Il fascino della FA Cup è noto: si parte dagli scontri tra le più piccole, amatoriali, sconosciute realtà del calcio britannico, e man mano si arriva al fatidico terzo turno, dove le formazioni in grado di azzeccare una buona serie di vittorie nelle fasi preliminari, possono arrivare ad affrontare i giganti del calcio inglese. Così accadde al Wrexham, che nel 1992 si trovava in quarta divisione, in declino dopo un passato di tutto rispetto, che negli anni ’70 aveva portato il club a disputare anche i quarti di finale della stessa FA Cup, e quelli di Coppa delle Coppe contro l’Anderlecht, competizione alla quale i club gallesi che partecipavano ai campionati inglesi potevano comunque accedere, grazie ai successi nella coppa nazionale del Galles.

A Racecourse Ground si presentò un Arsenal capace di centrare due titoli nazionali nel 1989 e nel 1991, e che George Graham aveva trasformato, modernizzando un impianto di gioco che, oltre a costare alla squadra di soprannome di “Boring Arsenal“, era ormai sorpassato ed era costato al club troppi insuccessi. Ma come dicevamo all’inizio, nulla di bello dura mai abbastanza a lungo. La campagna d’Europa nel nuovo Super-Arsenal si era già interrotta prima del tempo, ma nessun tifoso assiduo frequentatore di Highbury poteva immaginare cosa sarebbe accaduto nel Nord del Galles in quel terzo turno di FA Cup.

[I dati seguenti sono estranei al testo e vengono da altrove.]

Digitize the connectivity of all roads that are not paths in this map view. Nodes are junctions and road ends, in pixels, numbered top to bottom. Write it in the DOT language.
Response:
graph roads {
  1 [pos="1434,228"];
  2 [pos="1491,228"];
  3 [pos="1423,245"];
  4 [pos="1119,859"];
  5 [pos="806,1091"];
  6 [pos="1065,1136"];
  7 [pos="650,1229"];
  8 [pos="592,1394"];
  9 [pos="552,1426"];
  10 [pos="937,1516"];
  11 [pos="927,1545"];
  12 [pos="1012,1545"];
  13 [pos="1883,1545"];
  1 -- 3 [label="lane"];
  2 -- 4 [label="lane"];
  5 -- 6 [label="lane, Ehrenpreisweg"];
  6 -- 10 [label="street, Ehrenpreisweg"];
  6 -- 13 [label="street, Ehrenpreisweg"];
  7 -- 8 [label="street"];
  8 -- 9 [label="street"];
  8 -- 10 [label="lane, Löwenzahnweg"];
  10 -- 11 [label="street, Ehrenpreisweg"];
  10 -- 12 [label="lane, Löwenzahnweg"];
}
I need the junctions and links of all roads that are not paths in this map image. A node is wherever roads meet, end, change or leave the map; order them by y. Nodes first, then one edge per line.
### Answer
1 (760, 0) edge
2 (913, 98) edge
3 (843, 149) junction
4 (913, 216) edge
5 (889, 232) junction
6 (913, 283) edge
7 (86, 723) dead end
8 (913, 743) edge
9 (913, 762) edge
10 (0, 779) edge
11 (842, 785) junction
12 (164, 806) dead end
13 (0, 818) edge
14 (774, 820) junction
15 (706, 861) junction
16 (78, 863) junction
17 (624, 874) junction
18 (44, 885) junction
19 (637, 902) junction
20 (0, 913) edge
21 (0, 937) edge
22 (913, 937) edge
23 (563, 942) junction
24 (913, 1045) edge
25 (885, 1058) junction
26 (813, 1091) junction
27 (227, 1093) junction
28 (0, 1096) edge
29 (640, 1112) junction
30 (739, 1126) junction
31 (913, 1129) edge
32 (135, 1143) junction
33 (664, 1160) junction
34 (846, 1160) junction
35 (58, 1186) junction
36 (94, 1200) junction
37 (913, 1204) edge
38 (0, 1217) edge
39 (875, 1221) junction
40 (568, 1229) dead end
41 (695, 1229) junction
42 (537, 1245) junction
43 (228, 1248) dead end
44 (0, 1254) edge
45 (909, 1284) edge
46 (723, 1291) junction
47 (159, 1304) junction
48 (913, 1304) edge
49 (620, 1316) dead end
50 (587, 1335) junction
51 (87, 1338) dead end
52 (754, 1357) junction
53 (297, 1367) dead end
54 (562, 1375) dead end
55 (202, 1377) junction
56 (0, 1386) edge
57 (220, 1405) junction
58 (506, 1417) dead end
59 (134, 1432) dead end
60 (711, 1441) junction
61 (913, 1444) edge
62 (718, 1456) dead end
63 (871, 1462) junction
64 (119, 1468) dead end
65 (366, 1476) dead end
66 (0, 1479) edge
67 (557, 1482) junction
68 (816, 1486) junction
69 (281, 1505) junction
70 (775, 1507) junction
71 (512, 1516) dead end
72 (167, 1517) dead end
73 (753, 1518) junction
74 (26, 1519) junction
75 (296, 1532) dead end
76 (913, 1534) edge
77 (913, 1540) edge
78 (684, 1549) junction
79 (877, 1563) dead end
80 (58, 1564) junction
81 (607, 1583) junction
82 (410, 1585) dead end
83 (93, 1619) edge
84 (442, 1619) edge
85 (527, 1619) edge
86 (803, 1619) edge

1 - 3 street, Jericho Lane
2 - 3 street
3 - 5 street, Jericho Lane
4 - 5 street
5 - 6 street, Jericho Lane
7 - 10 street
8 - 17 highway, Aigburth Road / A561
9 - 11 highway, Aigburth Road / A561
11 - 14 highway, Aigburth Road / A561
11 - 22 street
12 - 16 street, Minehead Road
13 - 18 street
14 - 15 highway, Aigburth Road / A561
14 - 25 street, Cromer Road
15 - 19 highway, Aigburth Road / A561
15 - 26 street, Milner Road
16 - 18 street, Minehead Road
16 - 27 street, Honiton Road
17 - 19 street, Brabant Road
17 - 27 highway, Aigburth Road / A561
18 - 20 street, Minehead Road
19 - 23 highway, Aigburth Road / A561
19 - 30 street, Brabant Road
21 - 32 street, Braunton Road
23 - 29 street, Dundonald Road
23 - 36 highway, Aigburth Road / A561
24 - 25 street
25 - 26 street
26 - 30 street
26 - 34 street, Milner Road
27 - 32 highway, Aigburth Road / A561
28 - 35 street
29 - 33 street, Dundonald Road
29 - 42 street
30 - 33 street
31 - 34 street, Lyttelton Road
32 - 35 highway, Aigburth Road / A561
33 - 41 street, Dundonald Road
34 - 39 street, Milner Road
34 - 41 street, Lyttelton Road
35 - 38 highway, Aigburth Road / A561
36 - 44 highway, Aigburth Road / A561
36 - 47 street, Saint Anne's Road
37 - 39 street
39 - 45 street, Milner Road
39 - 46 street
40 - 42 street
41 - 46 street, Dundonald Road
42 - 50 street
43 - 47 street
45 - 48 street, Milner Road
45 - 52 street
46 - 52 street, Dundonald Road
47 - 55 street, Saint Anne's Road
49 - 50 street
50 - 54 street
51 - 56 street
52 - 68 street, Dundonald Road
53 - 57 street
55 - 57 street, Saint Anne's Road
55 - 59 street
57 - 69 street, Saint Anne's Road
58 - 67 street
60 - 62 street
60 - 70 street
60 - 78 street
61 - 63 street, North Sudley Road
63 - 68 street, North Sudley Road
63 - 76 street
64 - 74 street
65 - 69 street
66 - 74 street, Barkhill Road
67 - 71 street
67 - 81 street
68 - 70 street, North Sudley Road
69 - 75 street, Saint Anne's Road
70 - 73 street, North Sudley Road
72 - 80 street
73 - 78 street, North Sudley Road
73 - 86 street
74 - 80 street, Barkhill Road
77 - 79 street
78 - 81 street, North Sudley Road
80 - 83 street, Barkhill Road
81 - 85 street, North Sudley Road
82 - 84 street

Di vittorie contro il pronostico la storia del calcio è piena zeppa, ma quella colpì un immaginario collettivo che riteneva impossibile che i campioni d’Inghilterra capitolassero di fronte ai piccoli gallesi, soprattutto quando i 13343 del Racecourse Ground videro Alan Smith piazzare il pallone in fondo al sacco per il vantaggio dei Gunners. Ma a quel punto l’uomo del destino divenne Mickey Thomas, 37 anni, ex nazionale gallese capace di piazzare un calcio di punizione al fulmicotone alle spalle di David Seaman. Il Racecourse, che pure ne aveva viste nella sua già ultracentenaria storia, divenne una bolgia che esplose definitivamente quando il giovane Steve Watkin realizzò l’incredibile sorpasso. 2-1, e come Hornby racconta, i commentatori della BBC ringraziarono il tecnico del Wrexham per aver “deliziato milioni di persone”. Segno che la cattiva fama del “Boring Arsenal” non era stata cancellata da due stagioni di successi. Poi venne Arsene Wenger, ma quella è un’altra storia, esattamente come Milton Keynes-United.